● **EXCERPTED DATA**
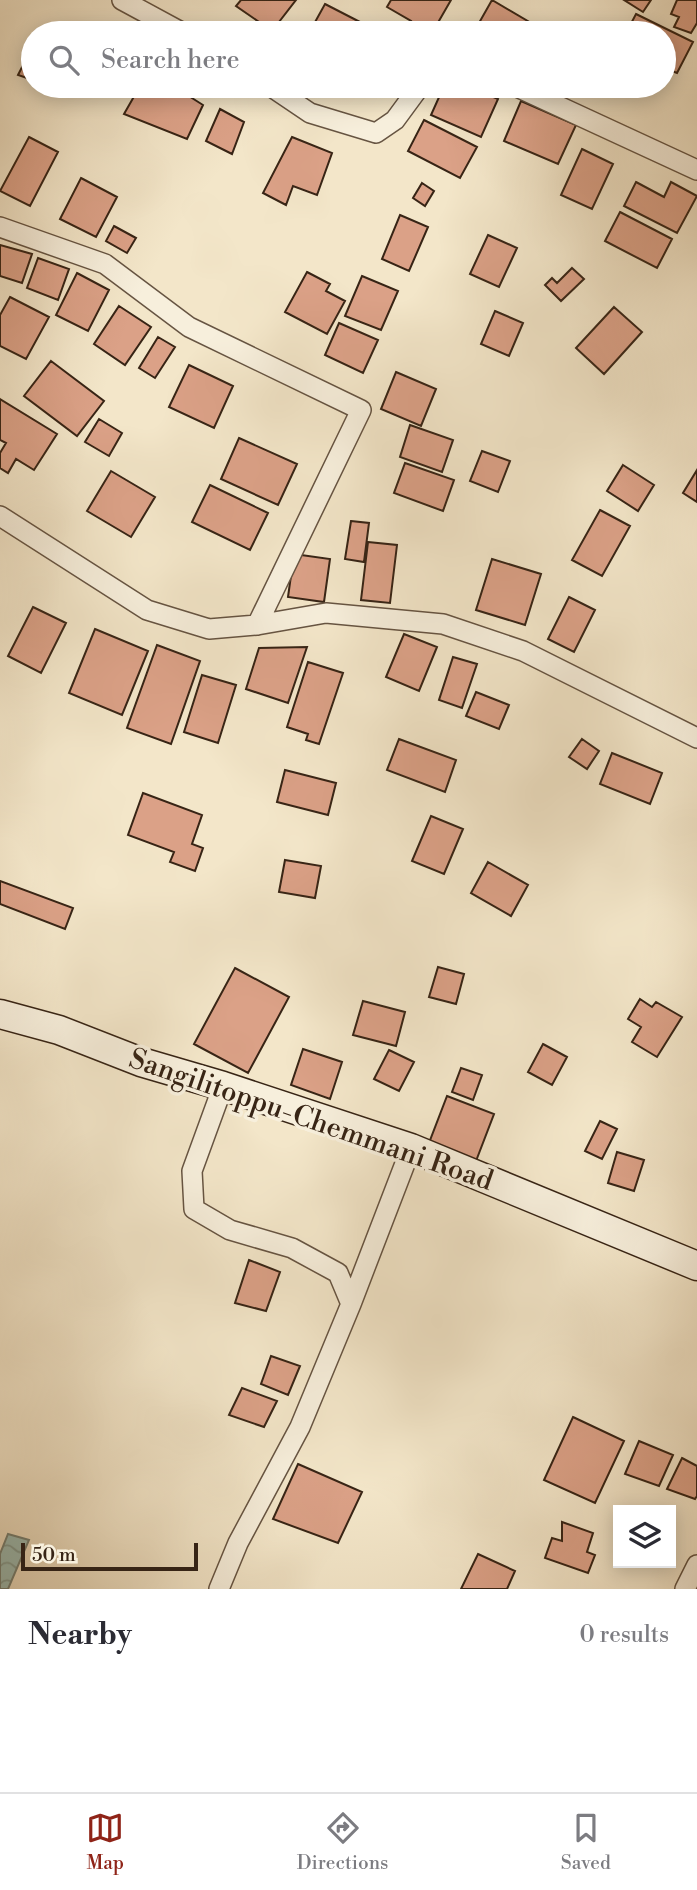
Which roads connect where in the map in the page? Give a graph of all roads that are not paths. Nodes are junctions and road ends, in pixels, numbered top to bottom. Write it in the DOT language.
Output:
graph roads {
  1 [pos="122,0"];
  2 [pos="161,21"];
  3 [pos="288,98"];
  4 [pos="411,98"];
  5 [pos="541,98"];
  6 [pos="697,170"];
  7 [pos="0,227"];
  8 [pos="0,516"];
  9 [pos="257,625"];
  10 [pos="697,738"];
  11 [pos="0,1014"];
  12 [pos="223,1086"];
  13 [pos="411,1148"];
  14 [pos="697,1266"];
  15 [pos="351,1304"];
  16 [pos="697,1565"];
  17 [pos="219,1589"];
  18 [pos="685,1589"];
  1 -- 2 [label="street"];
  3 -- 4 [label="street"];
  5 -- 6 [label="street"];
  7 -- 9 [label="street"];
  8 -- 9 [label="street"];
  9 -- 10 [label="street"];
  11 -- 12 [label="main road, Sangilitoppu-Chemmani Road"];
  12 -- 13 [label="main road, Sangilitoppu-Chemmani Road"];
  12 -- 15 [label="street"];
  13 -- 14 [label="main road, Sangilitoppu-Chemmani Road"];
  13 -- 15 [label="street"];
  15 -- 17 [label="street"];
  16 -- 18 [label="street"];
}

● **WHAT IS REQUIRED**
Return the records verbatim, minus pictures.

● **OUTPUT OF THE TASK**
Which roads connect where in the map in the page? Give a graph of all roads that are not paths. Nodes are junctions and road ends, in pixels, numbered top to bottom. Write it in the DOT language.
Output:
graph roads {
  1 [pos="122,0"];
  2 [pos="161,21"];
  3 [pos="288,98"];
  4 [pos="411,98"];
  5 [pos="541,98"];
  6 [pos="697,170"];
  7 [pos="0,227"];
  8 [pos="0,516"];
  9 [pos="257,625"];
  10 [pos="697,738"];
  11 [pos="0,1014"];
  12 [pos="223,1086"];
  13 [pos="411,1148"];
  14 [pos="697,1266"];
  15 [pos="351,1304"];
  16 [pos="697,1565"];
  17 [pos="219,1589"];
  18 [pos="685,1589"];
  1 -- 2 [label="street"];
  3 -- 4 [label="street"];
  5 -- 6 [label="street"];
  7 -- 9 [label="street"];
  8 -- 9 [label="street"];
  9 -- 10 [label="street"];
  11 -- 12 [label="main road, Sangilitoppu-Chemmani Road"];
  12 -- 13 [label="main road, Sangilitoppu-Chemmani Road"];
  12 -- 15 [label="street"];
  13 -- 14 [label="main road, Sangilitoppu-Chemmani Road"];
  13 -- 15 [label="street"];
  15 -- 17 [label="street"];
  16 -- 18 [label="street"];
}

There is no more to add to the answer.